DENVER, CO (Sportsman's Daily Wire Service) — The financial crisis roiling Wall Street and Main Street has now, improbably, spilled over onto Easy Street, as millionaire athletes have who've seen 20-40% of their net worth disappear in the span of two weeks, are playing just to recoup their staggering losses. The previously alien concept of cost-cutting is now a hot topic of conversation among wealthy young men who've never had to do so much as balance a checkbook. But financial realities are forcing them to take a hard look at their expenses; while "core" extravagances (cars, jewelry, private jets, lap dances) are, understandably, exempt (the "cost of doing business"), many of the athletes we spoke to are zeroing in on bloated posses—the 4-6 salaried "enablers" whose chief function is to prolong the athlete's indefinite post-adolescence.
"If the posse's four deep and your sole role is scoring weed, it's just a matter of time before you're on the street hustling for work," said Clayton Raines, who was recently let go by Carmello Anthony, his boyhood friend. "People see you palling around with LeBron, you're drinking expensive champagne in the roped off VIP section, honeys throwing themselves at you…they don't realize the risks. After four years as a salaried gopher and yes-man, you got no skills to fall back on. Being good at Madden Football ain't gonna get it done."
Other NBA, NFL, NHL and MLB stars have in recent days trimmed their posse payroll.
"The savings go well beyond payroll," said Milton Seymour, a CPA whose clients include several big name athletes, including Josh Howard and Adam "PacMan" Jones. "It also limits your legal exposure as the overwhelming majority of strip club brawls start when some fool hanger-on starts mouthing off."
Though Raines's job prospects are bleak, he harbors no ill-will toward Anthony.

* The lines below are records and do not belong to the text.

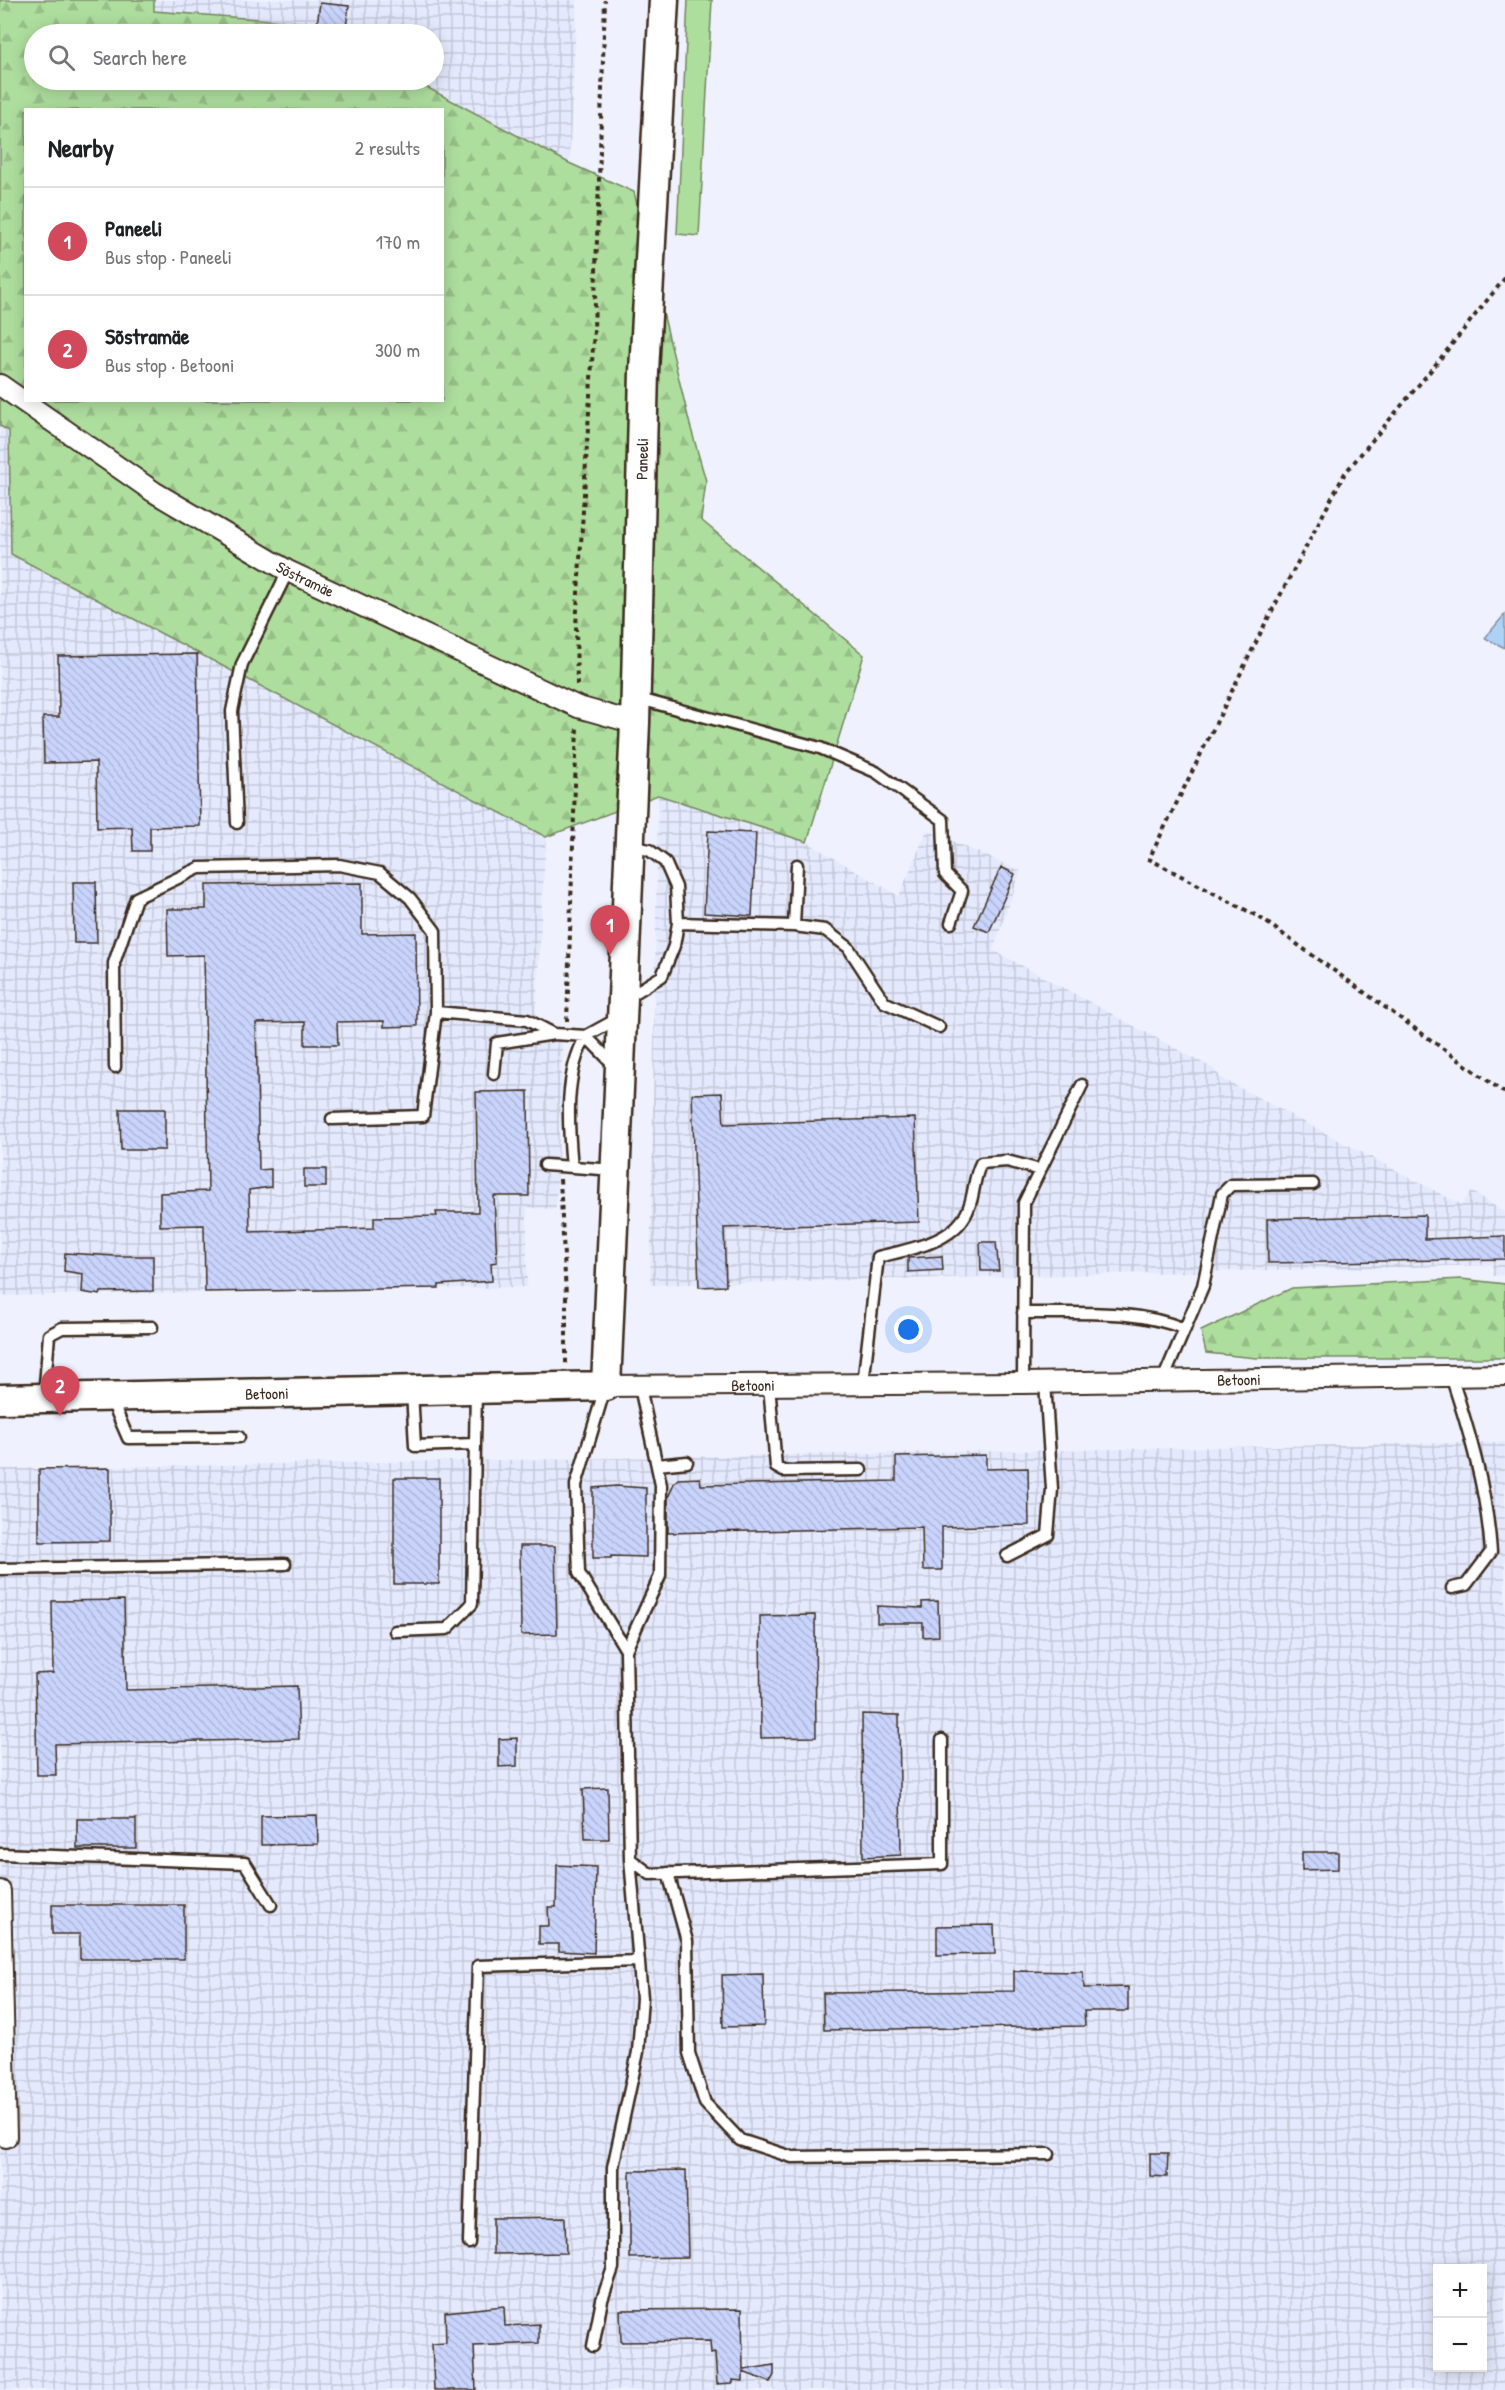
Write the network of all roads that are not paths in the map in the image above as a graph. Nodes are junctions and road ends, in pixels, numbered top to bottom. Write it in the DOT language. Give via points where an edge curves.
graph roads {
  1 [pos="664,0"];
  2 [pos="0,385"];
  3 [pos="24,402"];
  4 [pos="24,402"];
  5 [pos="288,571"];
  6 [pos="636,710"];
  7 [pos="237,824"];
  8 [pos="630,846"];
  9 [pos="797,865"];
  10 [pos="678,923"];
  11 [pos="951,923"];
  12 [pos="794,926"];
  13 [pos="622,1009"];
  14 [pos="436,1012"];
  15 [pos="939,1028"];
  16 [pos="554,1034"];
  17 [pos="586,1036"];
  18 [pos="115,1067"];
  19 [pos="620,1070"];
  20 [pos="494,1074"];
  21 [pos="1082,1085"];
  22 [pos="332,1119"];
  23 [pos="545,1166"];
  24 [pos="572,1167"];
  25 [pos="615,1170"];
  26 [pos="1040,1170"];
  27 [pos="1313,1184"];
  28 [pos="1023,1313"];
  29 [pos="152,1328"];
  30 [pos="1185,1329"];
  31 [pos="1451,1376"];
  32 [pos="1504,1379"];
  33 [pos="1163,1380"];
  34 [pos="1046,1382"];
  35 [pos="1023,1383"];
  36 [pos="863,1384"];
  37 [pos="769,1385"];
  38 [pos="606,1386"];
  39 [pos="640,1386"];
  40 [pos="476,1389"];
  41 [pos="411,1391"];
  42 [pos="110,1396"];
  43 [pos="44,1398"];
  44 [pos="0,1400"];
  45 [pos="239,1437"];
  46 [pos="475,1444"];
  47 [pos="687,1462"];
  48 [pos="657,1465"];
  49 [pos="861,1470"];
  50 [pos="1007,1556"];
  51 [pos="285,1564"];
  52 [pos="0,1569"];
  53 [pos="1452,1588"];
  54 [pos="395,1631"];
  55 [pos="626,1650"];
  56 [pos="942,1740"];
  57 [pos="0,1854"];
  58 [pos="630,1859"];
  59 [pos="668,1873"];
  60 [pos="0,1891"];
  61 [pos="271,1905"];
  62 [pos="639,1961"];
  63 [pos="6,2137"];
  64 [pos="1049,2154"];
  65 [pos="469,2243"];
  66 [pos="593,2346"];
  1 -- 6 [label="street, Paneeli" via="644,372"];
  2 -- 4 [label="street, Sõstramäe"];
  3 -- 5 [label="street, Sõstramäe" via="154,492"];
  5 -- 6 [label="street, Sõstramäe" via="578,707"];
  5 -- 7 [label="lane" via="242,664 232,711"];
  6 -- 8 [label="street, Paneeli"];
  6 -- 11 [label="lane" via="820,748 876,772 943,820 945,874 962,891"];
  8 -- 10 [label="lane" via="648,850 664,862 675,887"];
  8 -- 13 [label="street, Paneeli"];
  9 -- 12 [label="lane"];
  10 -- 12 [label="lane"];
  10 -- 13 [label="lane" via="662,976"];
  12 -- 15 [label="lane" via="825,930 848,947 884,1002"];
  13 -- 17 [label="lane"];
  13 -- 19 [label="street, Paneeli"];
  14 -- 16 [label="lane" via="526,1020"];
  14 -- 18 [label="lane" via="435,931 411,898 380,873 339,865 199,868 136,898 114,963"];
  14 -- 22 [label="lane" via="423,1116"];
  16 -- 17 [label="lane"];
  16 -- 20 [label="lane" via="497,1043"];
  17 -- 19 [label="lane"];
  17 -- 24 [label="lane" via="577,1053 571,1080"];
  19 -- 25 [label="street, Paneeli"];
  21 -- 26 [label="lane"];
  23 -- 24 [label="lane"];
  24 -- 25 [label="lane"];
  25 -- 38 [label="street, Paneeli"];
  26 -- 28 [label="lane" via="1024,1203"];
  26 -- 36 [label="lane" via="1007,1161 981,1163 974,1176 969,1208 955,1229 923,1246 878,1257"];
  27 -- 30 [label="lane" via="1232,1185 1222,1194 1203,1286"];
  28 -- 30 [label="lane" via="1124,1314 1164,1320"];
  28 -- 35 [label="lane"];
  29 -- 43 [label="lane" via="62,1328 49,1335"];
  30 -- 33 [label="lane"];
  31 -- 32 [label="street, Betooni"];
  31 -- 33 [label="street, Betooni"];
  31 -- 53 [label="lane" via="1467,1424 1489,1518 1491,1552 1466,1585"];
  33 -- 34 [label="street, Betooni"];
  34 -- 35 [label="street, Betooni"];
  34 -- 50 [label="lane" via="1052,1489 1048,1535"];
  35 -- 36 [label="street, Betooni"];
  36 -- 37 [label="street, Betooni"];
  37 -- 39 [label="street, Betooni"];
  37 -- 49 [label="lane" via="776,1467 783,1471"];
  38 -- 39 [label="street, Betooni"];
  38 -- 40 [label="street, Betooni"];
  38 -- 55 [label="lane" via="576,1485 579,1573"];
  39 -- 48 [label="lane"];
  40 -- 41 [label="street, Betooni"];
  40 -- 46 [label="lane"];
  41 -- 42 [label="street, Betooni"];
  41 -- 46 [label="lane" via="416,1446"];
  42 -- 43 [label="street, Betooni"];
  42 -- 45 [label="lane" via="128,1438"];
  43 -- 44 [label="street, Betooni"];
  46 -- 54 [label="lane" via="472,1604 447,1629"];
  47 -- 48 [label="lane"];
  48 -- 55 [label="lane" via="661,1485 660,1576"];
  51 -- 52 [label="lane"];
  55 -- 58 [label="lane"];
  56 -- 59 [label="lane" via="942,1864"];
  57 -- 61 [label="lane" via="245,1863"];
  58 -- 59 [label="lane" via="650,1874"];
  58 -- 62 [label="lane"];
  59 -- 64 [label="lane" via="687,1941 689,2053 705,2103 740,2140 792,2157"];
  60 -- 63 [label="street"];
  62 -- 65 [label="lane" via="478,1966"];
  62 -- 66 [label="lane" via="642,1998 638,2052 613,2167 613,2268"];
}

"It's business. And for the past two years I really didn't have a lot to do, to tell you the truth. Melo used to like this face I'd make – it cracked him up. A week could go by, I'm just hanging in his house, watering the plants and smoking weed. If he needed a laugh, I'd hop on a plane, meet him in Chicago or Phoenix, he'd ask me to make the face, he'd crack up, then three hours later I'm back on the plane watering his plants and chillin' in his game room. Looking back I'm just glad that I was able to make Melo happy."

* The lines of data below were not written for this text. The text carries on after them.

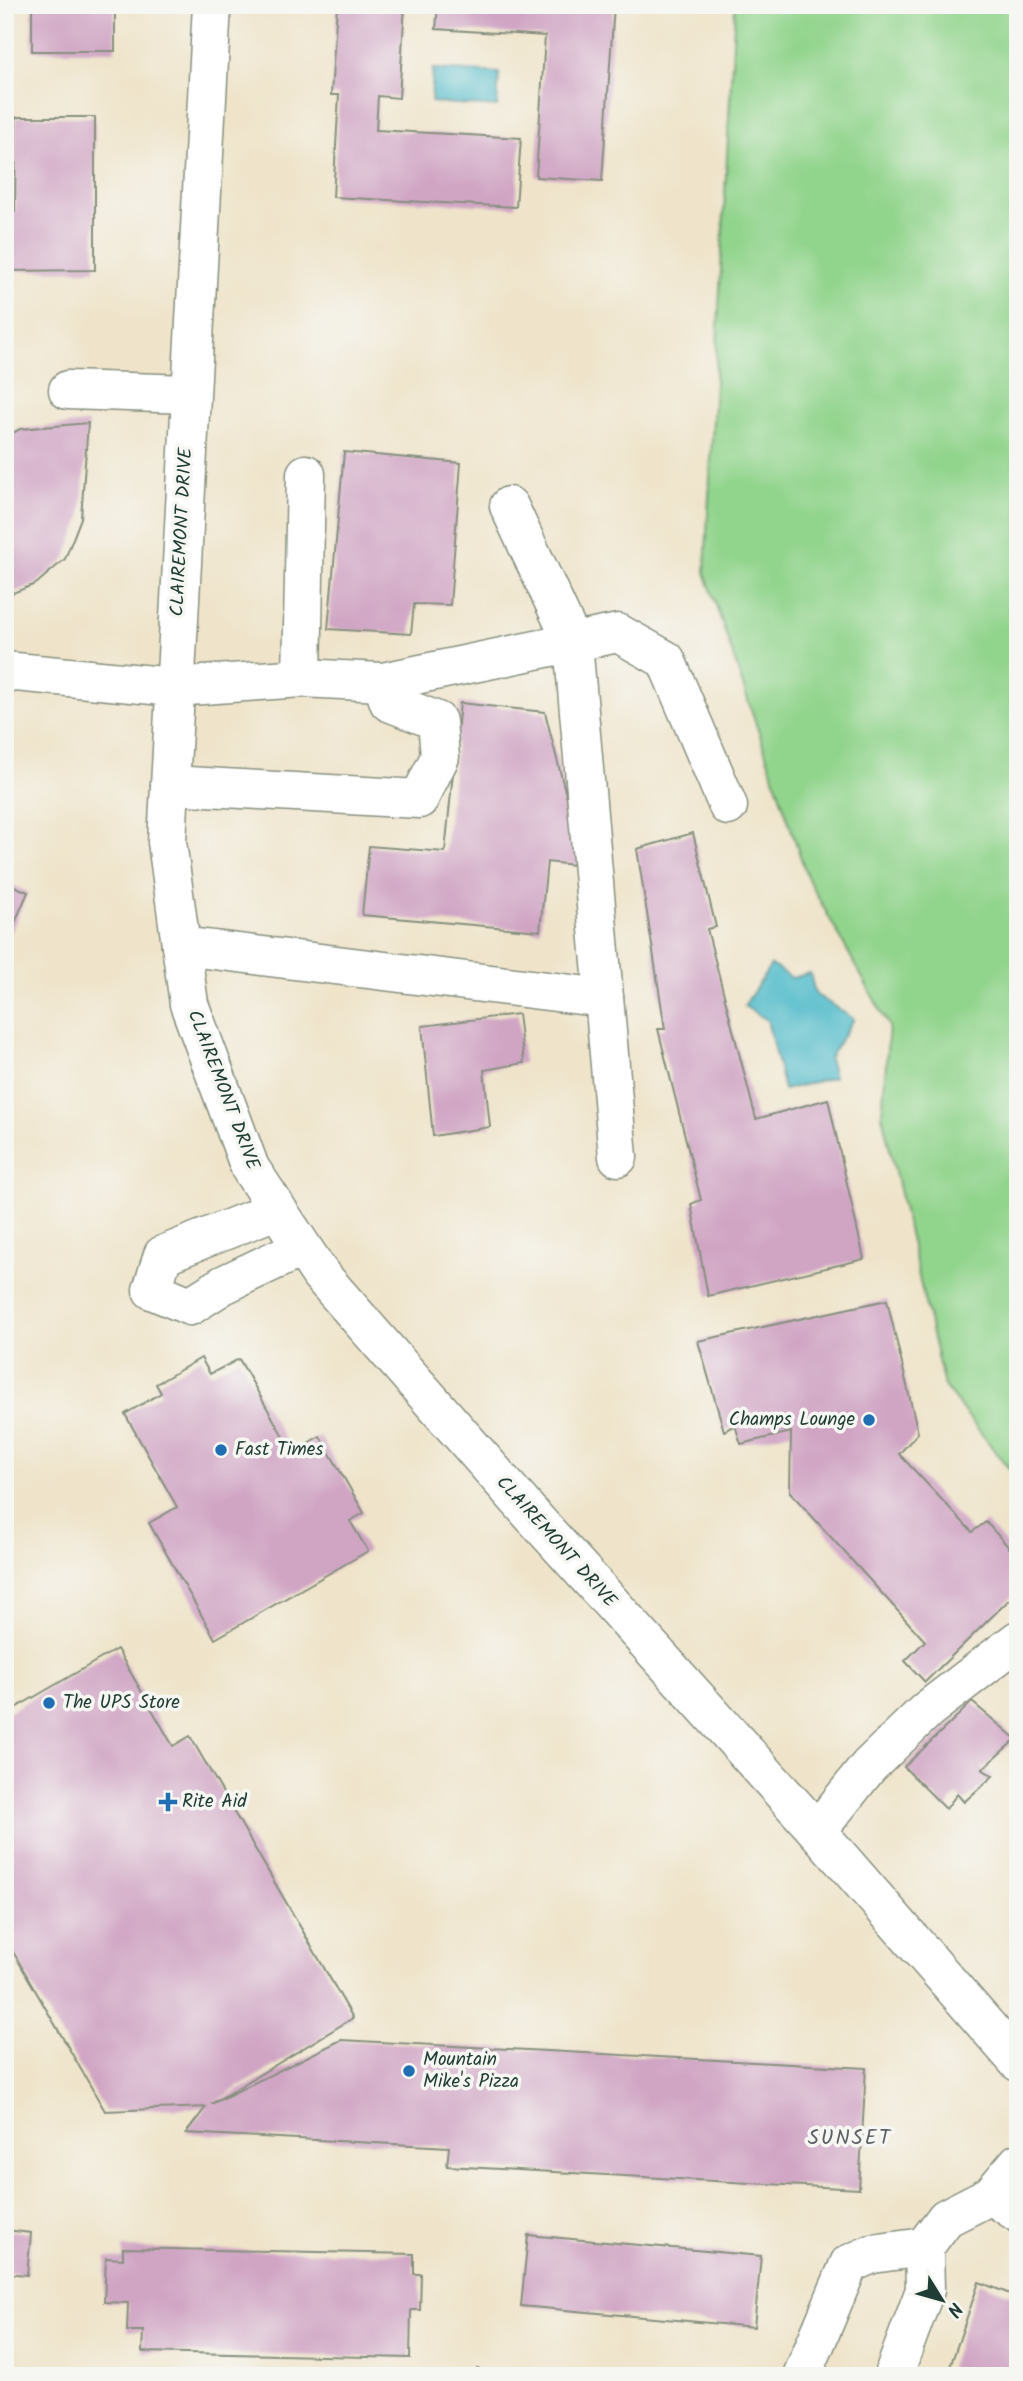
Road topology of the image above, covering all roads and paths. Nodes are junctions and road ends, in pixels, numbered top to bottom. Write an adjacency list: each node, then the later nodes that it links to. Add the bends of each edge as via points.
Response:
1 (212, 5): 3 (main road, CLAIREMONT DRIVE)
2 (68, 390): 3 (main road)
3 (190, 394): 10 (main road, CLAIREMONT DRIVE)
4 (306, 474): 8 (main road)
5 (509, 506): 6 (main road)
6 (573, 642): 9 (main road); 12 (main road, via 618,633 667,660); 14 (main road)
7 (5, 671): 10 (main road)
8 (302, 678): 9 (main road); 10 (main road)
9 (382, 682): 11 (main road, via 389,702 437,721 440,757 419,799)
10 (174, 687): 11 (main road, CLAIREMONT DRIVE)
11 (170, 785): 13 (main road, CLAIREMONT DRIVE, via 167,842)
12 (729, 806)
13 (179, 933): 14 (main road); 16 (main road, CLAIREMONT DRIVE, via 189,1004 250,1168)
14 (604, 998): 15 (main road)
15 (618, 1157)
16 (276, 1209): 17 (main road, CLAIREMONT DRIVE); 17 (main road, via 163,1255 152,1290 190,1306)
17 (301, 1248): 19 (main road, CLAIREMONT DRIVE, via 520,1503)
18 (1018, 1640): 19 (main road, via 927,1710 869,1766)
19 (817, 1831): 20 (main road, CLAIREMONT DRIVE)
20 (1018, 2062)
21 (1018, 2163): 22 (main road)
22 (1004, 2204): 23 (main road, via 946,2218)
23 (924, 2247): 24 (main road, via 872,2254 849,2264); 25 (main road, via 925,2290)
24 (802, 2376)
25 (893, 2376)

Raines has met with a career counselor and is looking forward to getting on with his life.
"I never really gave a lot of thought to life after Melo. You never
think it's gonna end. And it's not like you're gonna get picked up by
another dude's posse. I'll just have to see what's out there. If
you're looking for computer skills or whatever it takes to deliver
pizza, I'm not your guy. But if you're reading this and can use
someone whose loyal, who'll run errands, and can get you onto the
guest list for Jay-Z's next party, I'm available. So long as I don't
have to get out of bed and make fresh squeezed oj before the morning
shoot-around, I'm good to go."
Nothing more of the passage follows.